With Google’s data mining capacities and Nielsen’s detailed tracking of television viewing, advertisers will soon have vastly more precise information about which viewers see which advertisements. Not too far down the road we can anticipate marketing targeted to individuals in accord with their television viewing and Internet use patterns. Direct to consumer drug advertising is already effective in driving demand for branded products and will become more so.
Think of what this means for the primary care physician (PCP). More and more patients will come to appointments with specific drug requests. When advertising has alerted the patient to a uniquely effective treatment, health is advanced and free speech serves its purpose.
But what about costlier, branded, me-too medications? For patients who will be paying for the medication themselves the PCP can be an adviser – “it’s your money, but I don’t think it is worth it for you.” For patients with tiered drug insurance the PCP can similarly advise as to whether the higher copay purchases comparable benefit.
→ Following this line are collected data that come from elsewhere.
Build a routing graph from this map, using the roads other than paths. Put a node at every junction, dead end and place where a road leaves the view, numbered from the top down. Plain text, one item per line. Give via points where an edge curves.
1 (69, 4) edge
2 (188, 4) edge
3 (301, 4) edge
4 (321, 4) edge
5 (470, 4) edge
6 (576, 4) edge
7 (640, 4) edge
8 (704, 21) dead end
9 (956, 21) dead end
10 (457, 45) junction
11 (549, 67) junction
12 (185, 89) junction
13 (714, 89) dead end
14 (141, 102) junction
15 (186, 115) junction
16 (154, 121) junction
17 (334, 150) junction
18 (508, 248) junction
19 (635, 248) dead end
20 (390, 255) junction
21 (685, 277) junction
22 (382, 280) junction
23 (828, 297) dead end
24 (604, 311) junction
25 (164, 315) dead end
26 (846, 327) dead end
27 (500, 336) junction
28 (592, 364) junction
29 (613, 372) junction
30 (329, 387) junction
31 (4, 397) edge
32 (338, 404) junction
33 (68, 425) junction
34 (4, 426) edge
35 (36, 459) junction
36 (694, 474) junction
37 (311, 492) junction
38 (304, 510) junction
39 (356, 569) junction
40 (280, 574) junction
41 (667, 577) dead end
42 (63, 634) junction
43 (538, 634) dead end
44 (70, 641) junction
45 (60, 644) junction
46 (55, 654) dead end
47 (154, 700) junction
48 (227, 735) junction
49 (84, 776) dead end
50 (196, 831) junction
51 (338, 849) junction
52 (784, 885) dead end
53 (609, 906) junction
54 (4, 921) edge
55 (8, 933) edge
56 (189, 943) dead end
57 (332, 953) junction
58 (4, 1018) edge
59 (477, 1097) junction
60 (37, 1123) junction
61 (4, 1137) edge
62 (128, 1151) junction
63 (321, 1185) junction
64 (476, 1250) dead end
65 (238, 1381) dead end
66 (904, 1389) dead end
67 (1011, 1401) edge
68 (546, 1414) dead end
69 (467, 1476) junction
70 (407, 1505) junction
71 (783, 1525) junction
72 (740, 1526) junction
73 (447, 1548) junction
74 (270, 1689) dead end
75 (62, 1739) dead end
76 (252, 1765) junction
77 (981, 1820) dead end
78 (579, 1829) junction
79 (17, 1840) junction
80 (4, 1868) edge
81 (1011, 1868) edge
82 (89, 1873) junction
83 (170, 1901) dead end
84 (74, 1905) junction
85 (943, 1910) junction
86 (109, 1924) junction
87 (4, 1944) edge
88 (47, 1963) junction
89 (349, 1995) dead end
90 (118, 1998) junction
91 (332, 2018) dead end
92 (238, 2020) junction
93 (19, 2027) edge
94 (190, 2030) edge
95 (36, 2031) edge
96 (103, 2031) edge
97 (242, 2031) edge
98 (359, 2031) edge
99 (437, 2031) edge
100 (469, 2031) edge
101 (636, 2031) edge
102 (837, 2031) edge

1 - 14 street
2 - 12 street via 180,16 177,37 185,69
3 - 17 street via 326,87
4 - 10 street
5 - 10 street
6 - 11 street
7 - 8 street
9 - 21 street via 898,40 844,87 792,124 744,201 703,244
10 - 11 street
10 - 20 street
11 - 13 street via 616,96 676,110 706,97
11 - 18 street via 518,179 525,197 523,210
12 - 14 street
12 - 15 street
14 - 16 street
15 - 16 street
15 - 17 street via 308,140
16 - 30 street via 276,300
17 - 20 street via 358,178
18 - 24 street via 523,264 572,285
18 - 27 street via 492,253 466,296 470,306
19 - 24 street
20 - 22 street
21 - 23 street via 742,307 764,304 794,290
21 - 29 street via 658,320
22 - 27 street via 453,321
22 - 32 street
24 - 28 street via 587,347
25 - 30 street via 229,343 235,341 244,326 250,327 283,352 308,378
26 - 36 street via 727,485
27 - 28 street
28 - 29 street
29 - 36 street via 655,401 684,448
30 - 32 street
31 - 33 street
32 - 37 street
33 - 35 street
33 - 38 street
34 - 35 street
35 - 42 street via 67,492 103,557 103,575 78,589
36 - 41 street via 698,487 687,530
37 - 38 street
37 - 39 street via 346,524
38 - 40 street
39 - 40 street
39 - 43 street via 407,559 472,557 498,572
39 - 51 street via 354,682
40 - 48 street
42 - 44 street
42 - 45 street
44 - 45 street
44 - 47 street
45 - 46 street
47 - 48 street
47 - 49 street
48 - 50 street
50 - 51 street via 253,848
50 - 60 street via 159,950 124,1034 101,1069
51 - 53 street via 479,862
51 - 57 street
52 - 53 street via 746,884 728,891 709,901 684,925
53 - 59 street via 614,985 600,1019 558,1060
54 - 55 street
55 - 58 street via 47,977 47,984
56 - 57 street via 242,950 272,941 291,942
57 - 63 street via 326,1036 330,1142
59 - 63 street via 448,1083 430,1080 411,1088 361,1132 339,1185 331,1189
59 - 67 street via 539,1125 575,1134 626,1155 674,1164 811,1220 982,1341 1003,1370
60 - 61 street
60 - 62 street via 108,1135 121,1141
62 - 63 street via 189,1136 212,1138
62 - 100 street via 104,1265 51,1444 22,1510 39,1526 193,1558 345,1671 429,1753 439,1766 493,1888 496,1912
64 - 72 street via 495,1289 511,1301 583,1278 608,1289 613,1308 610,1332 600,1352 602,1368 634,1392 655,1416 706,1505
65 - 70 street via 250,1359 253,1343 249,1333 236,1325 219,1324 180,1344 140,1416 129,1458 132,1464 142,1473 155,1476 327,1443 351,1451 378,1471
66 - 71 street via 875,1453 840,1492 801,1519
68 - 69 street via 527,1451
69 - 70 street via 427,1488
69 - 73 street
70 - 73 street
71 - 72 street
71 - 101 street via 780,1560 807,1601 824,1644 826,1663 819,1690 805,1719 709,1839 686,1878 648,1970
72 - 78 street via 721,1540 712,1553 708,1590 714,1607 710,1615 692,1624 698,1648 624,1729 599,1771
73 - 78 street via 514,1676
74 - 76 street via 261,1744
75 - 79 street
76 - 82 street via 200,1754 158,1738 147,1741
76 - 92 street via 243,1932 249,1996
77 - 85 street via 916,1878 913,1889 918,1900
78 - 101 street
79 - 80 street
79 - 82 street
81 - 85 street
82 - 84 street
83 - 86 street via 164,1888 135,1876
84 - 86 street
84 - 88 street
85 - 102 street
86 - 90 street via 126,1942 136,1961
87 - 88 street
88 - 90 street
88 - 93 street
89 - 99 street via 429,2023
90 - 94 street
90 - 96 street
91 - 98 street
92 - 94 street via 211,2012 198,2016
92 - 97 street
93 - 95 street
Patients, however, will increasingly ask their PCPs to appeal on their behalf. Appeals are time consuming. When the appeal is clearly justified physicians grit their teeth and do what is necessary. But when it is for an advertising-driven me-too product physicians have to choose between spending uncompensated time trying to convince the patient that the drug is not called for or spending uncompensated time on an appeal they do not believe in.
Our health system has largely stopped putting primary care physicians at direct financial risk for the cost of the medications they prescribe, but PCPs are often subject to other forms of pressure about their prescribing practices. Placing PCPs between the Scylla of evidence based prescribing and the Charybdis of ever increasing advertising-fueled patient demands will only add to the overburdened state we have already put them in.
Good medical ethics requires a robust system for making appeals about insurance limits. But a viable health care system requires a robust primary care sector. If we continue to drown our PCPs the sector will vanish.
It is possible to create processes that protect patient interests in access to medications that are “needed” rather than simply “desired” and at the same time protect physicians from unreasonable “hassle.” Kaiser Permanente’s approach to managing Selective Serotonin Reuptake Inhibitors (Prozac and its cousins) shows us how to do this. Our discombobulated health system needs to learn from exemplary practices like the one Kaiser Permanente offers.